Profitable and successful websites are online because they have a solid stand alone business model or independent sources of funding.
The growth of freely available online information is a function of extremely low bandwidth and hosting costs and the skills / tools required to author web content being easy to learn and easily accesible.
Neither of these are "uplift" from Adwords, Adsense or any other of Google's advertising offerings.
In my opinion, Google's advertising system (ergo their business model) is way overvalued. Adwords does not contribute any significant value added to the web. Sponsored links are mostly irrelevant to the page in which they are being displayed. They look terrible and provide little of interest to the end user. Also, with free tools like adblock plus they are tivially easy to filter and block.
> What this has done is enabled about a gazillion web sites to be advertising funded, rather than paywall, subscription, or simply non funded at all.
Maybe this was the original goal, it is also a central pilar on which google's business model rests - if web content is not open and free to crawl the value of google's search index decreases proportionaly. However as a new business model for the web age it has failed - Google's ad system does not significantly monetise the web.
As content owners / creators wake up to the reality of their loss making existence its going to get tough for google which has no original content of its own.
Publishers like O'Reilly have removed their catalogue of technical books from google's index. Numerous E-Readers have emerged to offer pay-per-view monetised download of e-books. Newscorp are putting up paywalls and blocking the crawlers and 3rd party news aggregators. Universities and Academic research institutions are making their data private and monetising their research by charging subscriptions or pay-per-download. Facebook users are screaming about their personal data being made public...
The worlds information will not be freely available and the idea that it should be organised by a single for-profit corporation is just plain wrongheaded.
Google's awful search engine has contributed to bugger all, frankly. it may be the best we have, but that doesn't actually mean it's not shit. As a search engine it is a minor (but real) step up from AltaVista.
The advertising attached to it is really none of Google's doing. It does not provide an objective measure of popularity, it provides the highly subjective and moronically simple-minded PageRank number, which they calculate because it was all they could think of.
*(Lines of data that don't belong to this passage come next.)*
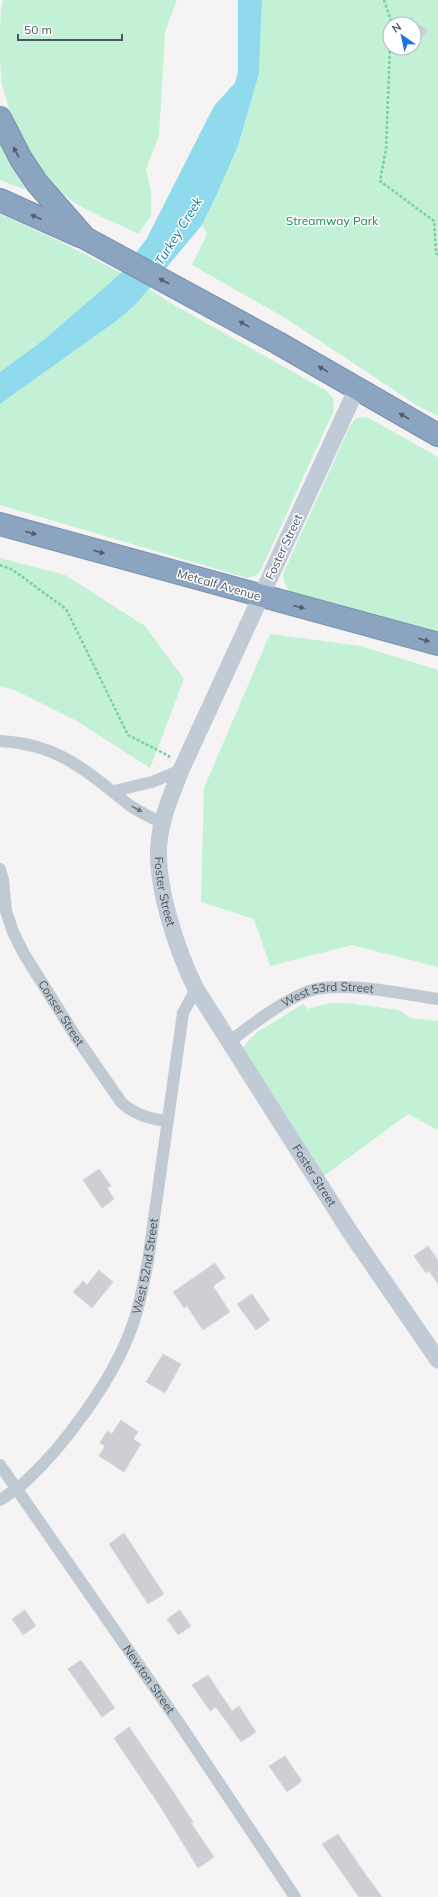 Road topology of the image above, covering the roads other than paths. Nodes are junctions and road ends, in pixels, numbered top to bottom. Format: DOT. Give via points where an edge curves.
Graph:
graph roads {
  1 [pos="0,118"];
  2 [pos="0,200"];
  3 [pos="85,238"];
  4 [pos="357,388"];
  5 [pos="438,436"];
  6 [pos="0,524"];
  7 [pos="261,597"];
  8 [pos="438,644"];
  9 [pos="0,741"];
  10 [pos="181,770"];
  11 [pos="114,791"];
  12 [pos="163,824"];
  13 [pos="0,869"];
  14 [pos="196,989"];
  15 [pos="438,999"];
  16 [pos="230,1042"];
  17 [pos="167,1121"];
  18 [pos="438,1360"];
  19 [pos="0,1465"];
  20 [pos="17,1488"];
  21 [pos="0,1500"];
  22 [pos="295,1897"];
  3 -- 1 [label="highway, one-way" via="37,183 8,137"];
  3 -- 2 [label="highway, one-way"];
  4 -- 3 [label="highway, one-way"];
  5 -- 4 [label="highway, one-way"];
  4 -- 7 [label="street, Foster Street"];
  6 -- 7 [label="highway, Metcalf Avenue, one-way"];
  7 -- 8 [label="highway, Metcalf Avenue, one-way"];
  7 -- 10 [label="street, Foster Street"];
  9 -- 11 [label="street" via="18,742 50,750"];
  10 -- 11 [label="street" via="152,782"];
  10 -- 12 [label="street, Foster Street" via="166,807"];
  11 -- 12 [label="street, one-way" via="129,805"];
  12 -- 14 [label="street, Foster Street" via="159,842 160,879 166,907"];
  13 -- 17 [label="street, Conser Street" via="6,911 13,932 76,1037 127,1109 156,1120"];
  14 -- 16 [label="street, Foster Street"];
  14 -- 17 [label="street, West 52nd Street" via="183,1013"];
  15 -- 16 [label="street, West 53rd Street" via="346,987 316,989 300,994"];
  16 -- 18 [label="street, Foster Street" via="350,1232"];
  17 -- 20 [label="street, West 52nd Street" via="148,1261 141,1296 128,1337 115,1364 59,1446"];
  19 -- 20 [label="street, Newton Street"];
  20 -- 21 [label="street, West 52nd Street"];
  20 -- 22 [label="street, Newton Street"];
}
You could calculate a checksum for each webpage and it would be just as objective, and about as useful.
Advertising uses PageRank because Google uses PageRank and Google owns the market for searching. If the market was split among engines, then advertisers would use something else. If Google used something else, they would use it. As long as the only search engine is using some metric to decide who appears on their results, then that metric - no matter how braindead or otherwise - will be the only one that matters.
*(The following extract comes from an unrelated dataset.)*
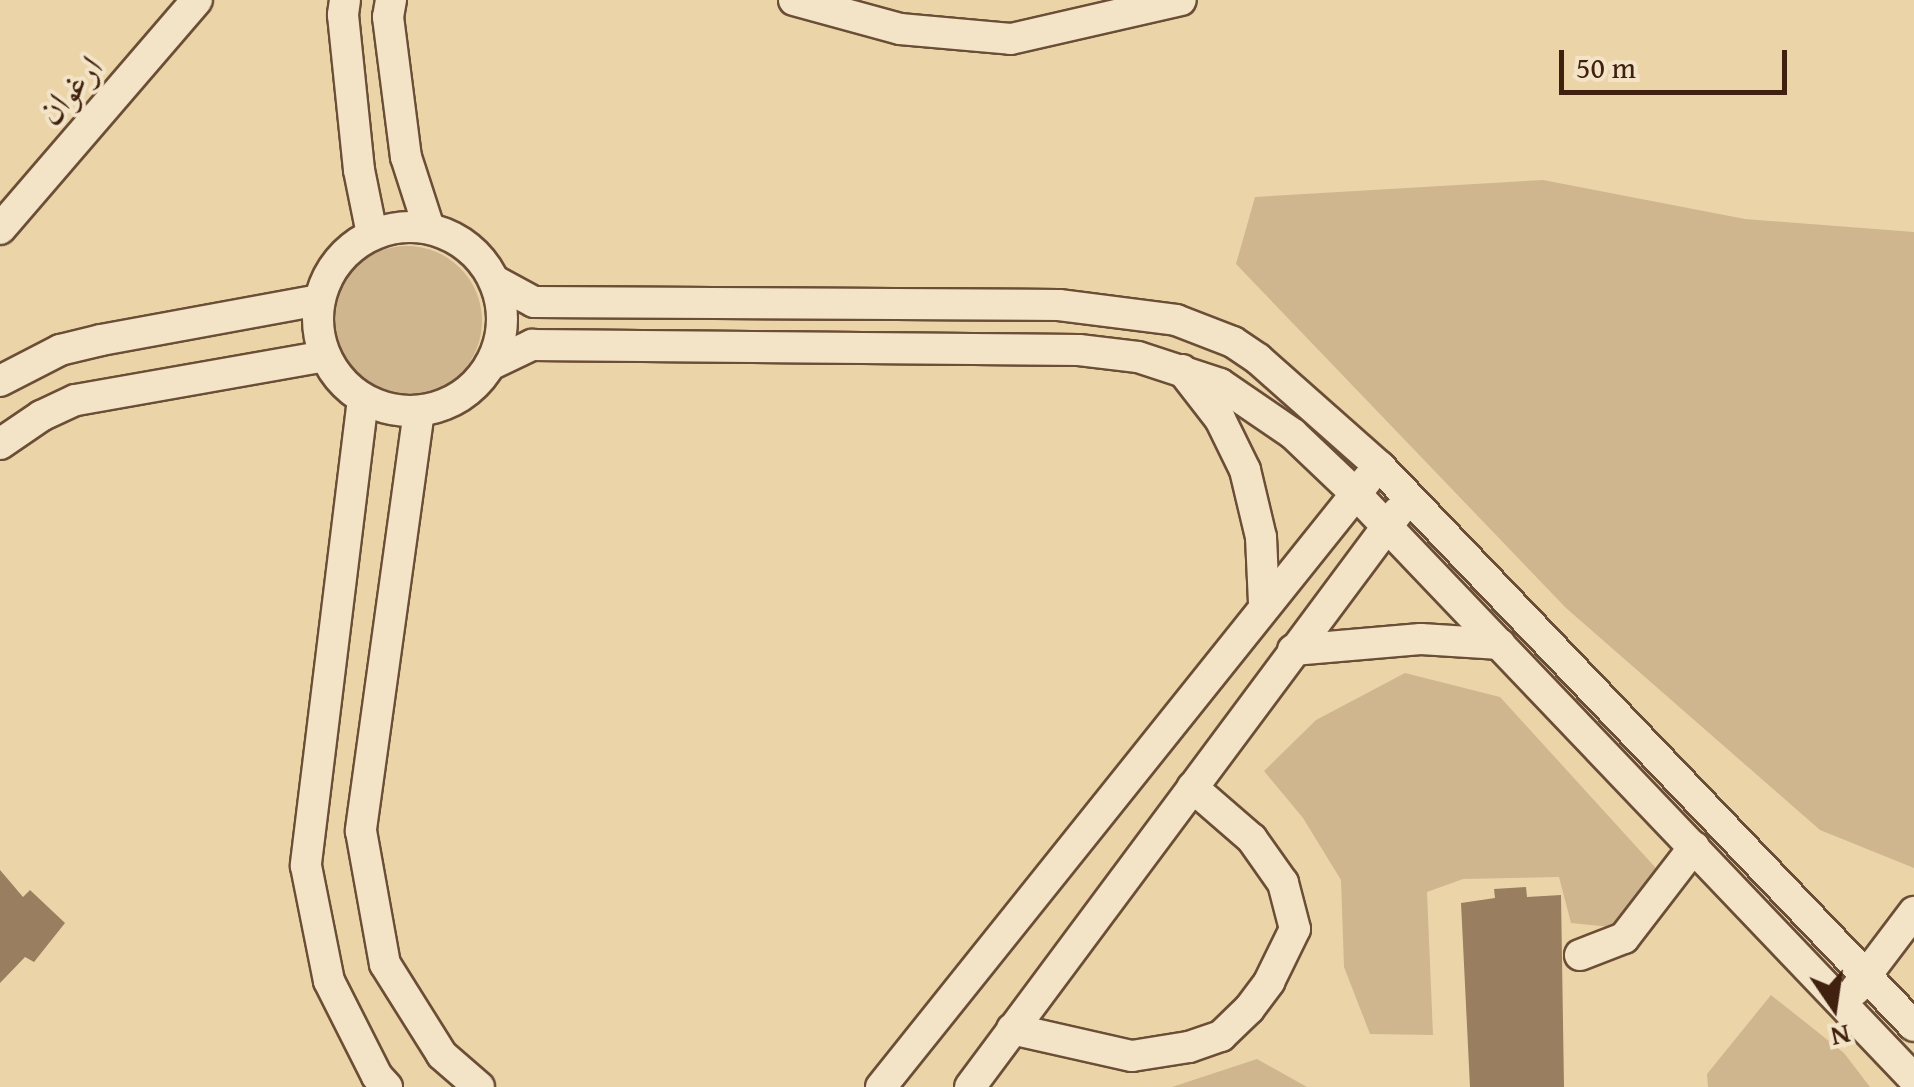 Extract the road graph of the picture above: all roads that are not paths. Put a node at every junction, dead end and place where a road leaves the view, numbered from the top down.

Now we're locked into Google's lousy search system until some sort of miracle occurs and someone with a better algorithm (not hard) gets the resources to set up in competition to them with a comparably sized database (very, very hard indeed). I'm not holding my breath.
for this fascinating and instructive view of what's behind Google's new search infrastructure ! Articles of this type are the reason why I subscribe to the Reg....
Eh? Where's the rub?
So after listing several positive aspects of Percolator, it says:
"The rub is that Caffeine uses roughly twice the resources to keep up with the same crawl rate."
So what's the rub here? It sounds like yet another advantage. Am I missing something?